Task objective - From the first line of the material through the line that holds "Digitize the connectivity", repeat each line exactly and skip any picture.

The data -
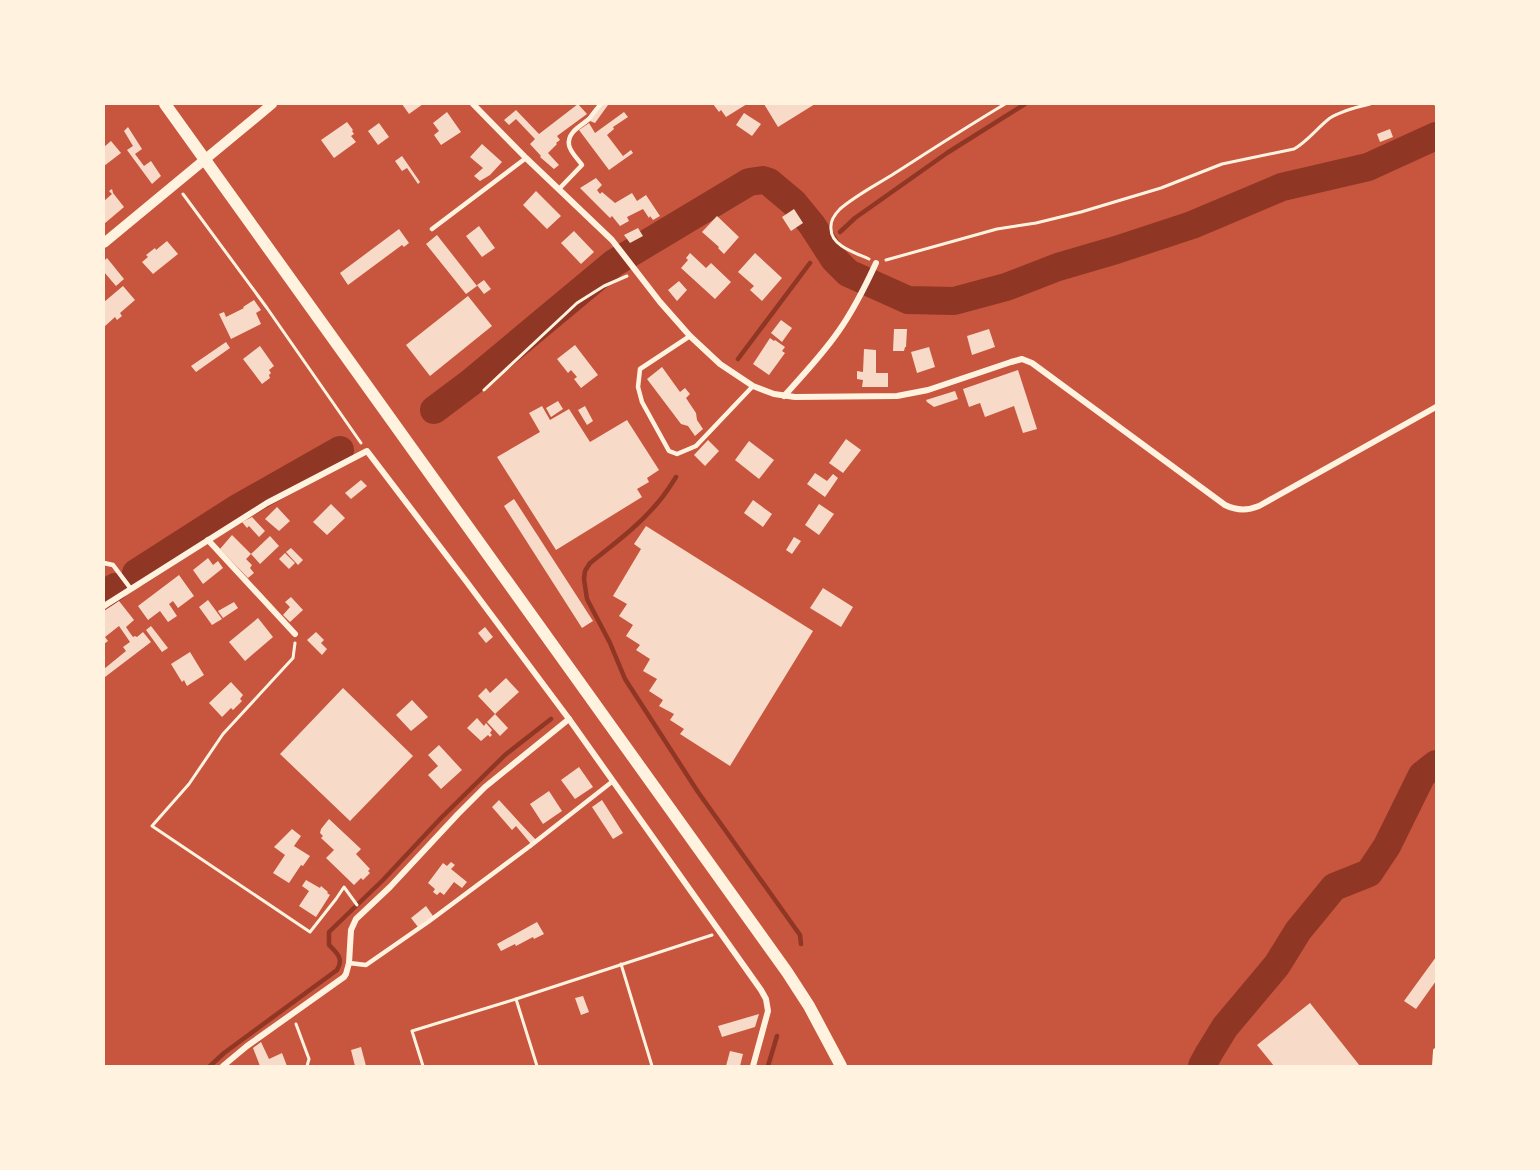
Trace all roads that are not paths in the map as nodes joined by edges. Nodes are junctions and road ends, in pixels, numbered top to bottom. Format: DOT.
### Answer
graph roads {
  1 [pos="165,104"];
  2 [pos="272,104"];
  3 [pos="473,104"];
  4 [pos="601,104"];
  5 [pos="526,158"];
  6 [pos="559,189"];
  7 [pos="432,229"];
  8 [pos="104,243"];
  9 [pos="876,263"];
  10 [pos="690,336"];
  11 [pos="753,386"];
  12 [pos="784,396"];
  13 [pos="1437,407"];
  14 [pos="208,540"];
  15 [pos="104,563"];
  16 [pos="131,589"];
  17 [pos="104,606"];
  18 [pos="295,634"];
  19 [pos="569,719"];
  20 [pos="613,782"];
  21 [pos="349,963"];
  22 [pos="1437,1051"];
  23 [pos="223,1066"];
  24 [pos="753,1066"];
  25 [pos="841,1066"];
  26 [pos="1435,1066"];
  1 -- 25 [label="main road"];
  2 -- 8 [label="street"];
  3 -- 5 [label="street"];
  4 -- 6 [label="lane"];
  5 -- 6 [label="street"];
  5 -- 7 [label="lane"];
  6 -- 10 [label="street"];
  9 -- 12 [label="street"];
  10 -- 11 [label="street"];
  10 -- 11 [label="lane"];
  11 -- 12 [label="street"];
  12 -- 13 [label="street"];
  14 -- 16 [label="street"];
  14 -- 18 [label="street"];
  14 -- 19 [label="street"];
  15 -- 16 [label="lane"];
  16 -- 17 [label="street"];
  19 -- 20 [label="street"];
  19 -- 21 [label="street"];
  20 -- 21 [label="lane"];
  20 -- 24 [label="street"];
  21 -- 23 [label="street"];
  22 -- 26 [label="street"];
}
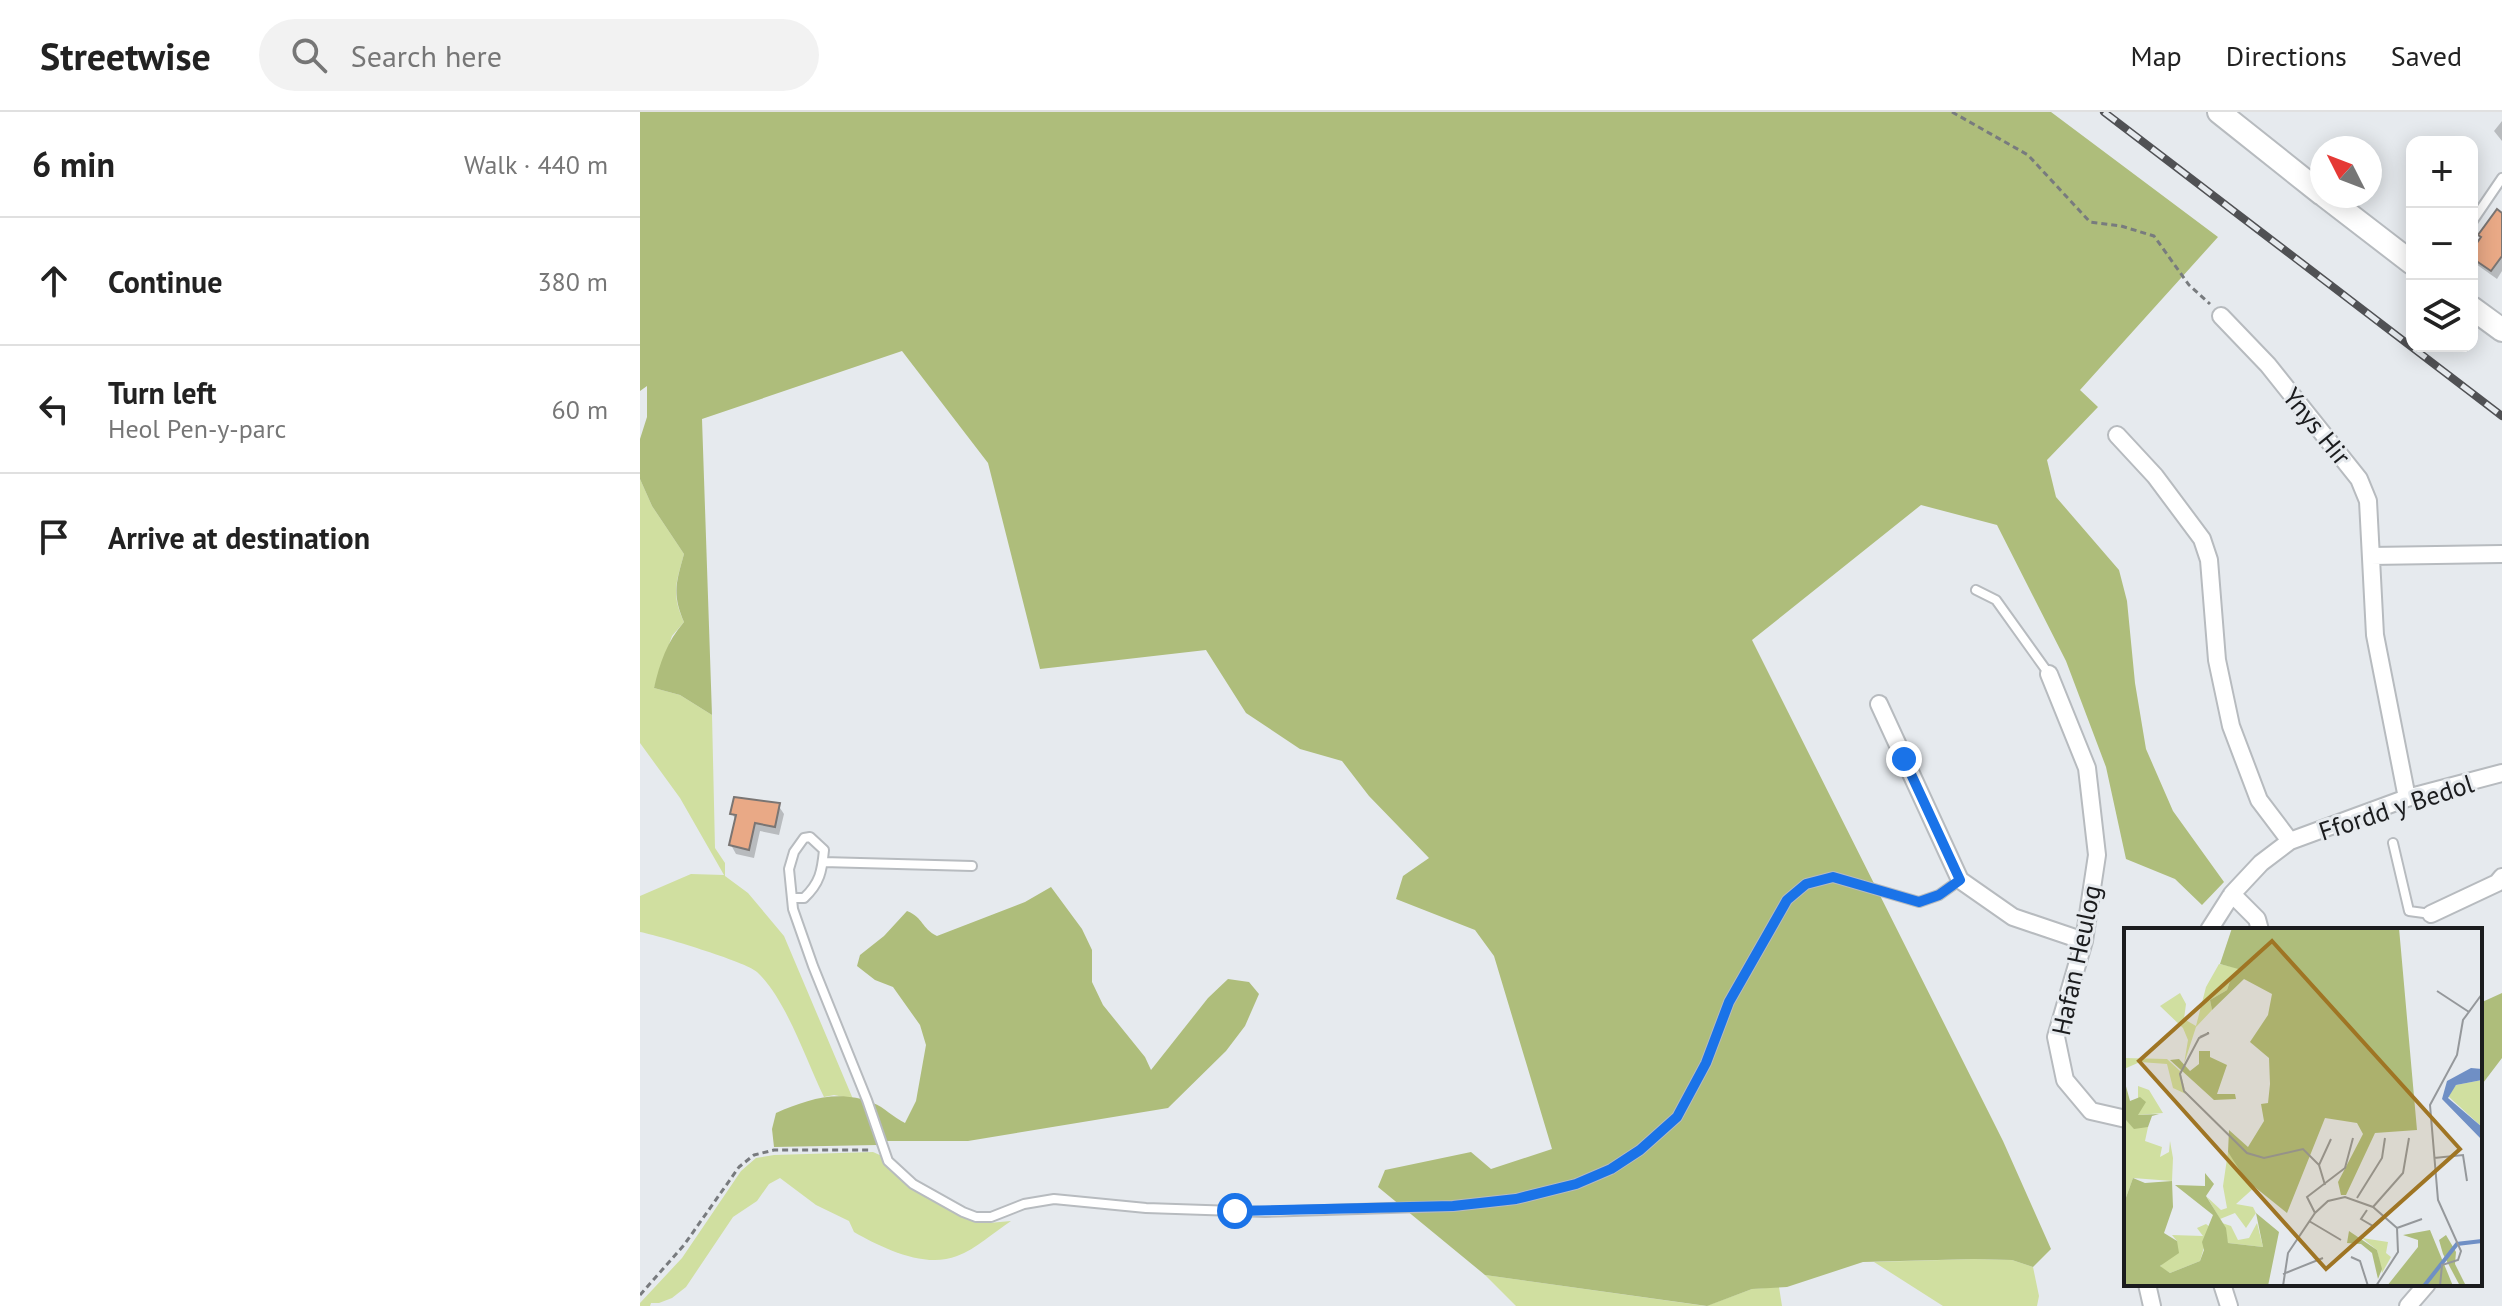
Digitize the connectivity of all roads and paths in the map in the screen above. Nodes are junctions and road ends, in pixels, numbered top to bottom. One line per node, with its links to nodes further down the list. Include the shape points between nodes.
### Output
1 (1952, 112): 9 (path, via 2028,155 2090,222 2154,236 2189,285)
2 (2219, 112): 4 (street)
3 (2502, 178): 6 (lane)
4 (2310, 185)
5 (2340, 208): 7 (street)
6 (2478, 213)
7 (2406, 258)
8 (2478, 312): 10 (street)
9 (2221, 316): 13 (street, Ynys Hir, via 2268,365 2359,479 2368,501)
10 (2502, 330)
11 (2117, 435): 19 (street, via 2202,539 2231,726 2259,800)
12 (2502, 554): 13 (street)
13 (2371, 556): 18 (street, Ynys Hir, via 2375,635)
14 (1976, 590): 15 (lane, via 1996,600)
15 (2049, 674): 30 (street, Hafan Heulog, via 2087,768 2097,855)
16 (1879, 704): 24 (street)
17 (2502, 773): 18 (street, Ffordd y Bedol)
18 (2407, 798): 19 (street, Ffordd y Bedol)
19 (2290, 841): 25 (street, Ffordd y Bedol)
20 (2393, 843): 27 (lane, via 2409,911)
21 (823, 862): 22 (lane); 26 (lane, via 813,890 804,898); 26 (lane, via 824,850 804,838 789,869)
22 (972, 866)
23 (2502, 877): 27 (street)
24 (1960, 880): 30 (street, via 2013,917); 32 (lane, via 1919,902 1833,877 1806,884 1787,900 1735,991 1677,1117 1640,1150 1576,1184 1453,1206 1265,1212 1054,1199 976,1217 913,1184 888,1161)
25 (2232, 894): 28 (street, Ffordd y Bedol); 29 (street)
26 (792, 898): 32 (lane)
27 (2431, 914)
28 (2210, 928)
29 (2259, 928)
30 (2084, 941): 31 (street, Hafan Heulog, via 2056,1037 2065,1080 2091,1111)
31 (2124, 1119)
32 (885, 1151): 36 (path, via 774,1150 754,1155)
33 (2147, 1286): 37 (street)
34 (2223, 1286): 38 (street)
35 (2425, 1286): 39 (street)
36 (640, 1295)
37 (2152, 1306)
38 (2229, 1306)
39 (2408, 1306)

Answer section -
Trace all roads that are not paths in the map as nodes joined by edges. Nodes are junctions and road ends, in pixels, numbered top to bottom. Format: DOT.
### Answer
graph roads {
  1 [pos="165,104"];
  2 [pos="272,104"];
  3 [pos="473,104"];
  4 [pos="601,104"];
  5 [pos="526,158"];
  6 [pos="559,189"];
  7 [pos="432,229"];
  8 [pos="104,243"];
  9 [pos="876,263"];
  10 [pos="690,336"];
  11 [pos="753,386"];
  12 [pos="784,396"];
  13 [pos="1437,407"];
  14 [pos="208,540"];
  15 [pos="104,563"];
  16 [pos="131,589"];
  17 [pos="104,606"];
  18 [pos="295,634"];
  19 [pos="569,719"];
  20 [pos="613,782"];
  21 [pos="349,963"];
  22 [pos="1437,1051"];
  23 [pos="223,1066"];
  24 [pos="753,1066"];
  25 [pos="841,1066"];
  26 [pos="1435,1066"];
  1 -- 25 [label="main road"];
  2 -- 8 [label="street"];
  3 -- 5 [label="street"];
  4 -- 6 [label="lane"];
  5 -- 6 [label="street"];
  5 -- 7 [label="lane"];
  6 -- 10 [label="street"];
  9 -- 12 [label="street"];
  10 -- 11 [label="street"];
  10 -- 11 [label="lane"];
  11 -- 12 [label="street"];
  12 -- 13 [label="street"];
  14 -- 16 [label="street"];
  14 -- 18 [label="street"];
  14 -- 19 [label="street"];
  15 -- 16 [label="lane"];
  16 -- 17 [label="street"];
  19 -- 20 [label="street"];
  19 -- 21 [label="street"];
  20 -- 21 [label="lane"];
  20 -- 24 [label="street"];
  21 -- 23 [label="street"];
  22 -- 26 [label="street"];
}
Digitize the connectivity of all roads and paths in the map in the screen above. Nodes are junctions and road ends, in pixels, numbered top to bottom. One line per node, with its links to nodes further down the list. Include the shape points between nodes.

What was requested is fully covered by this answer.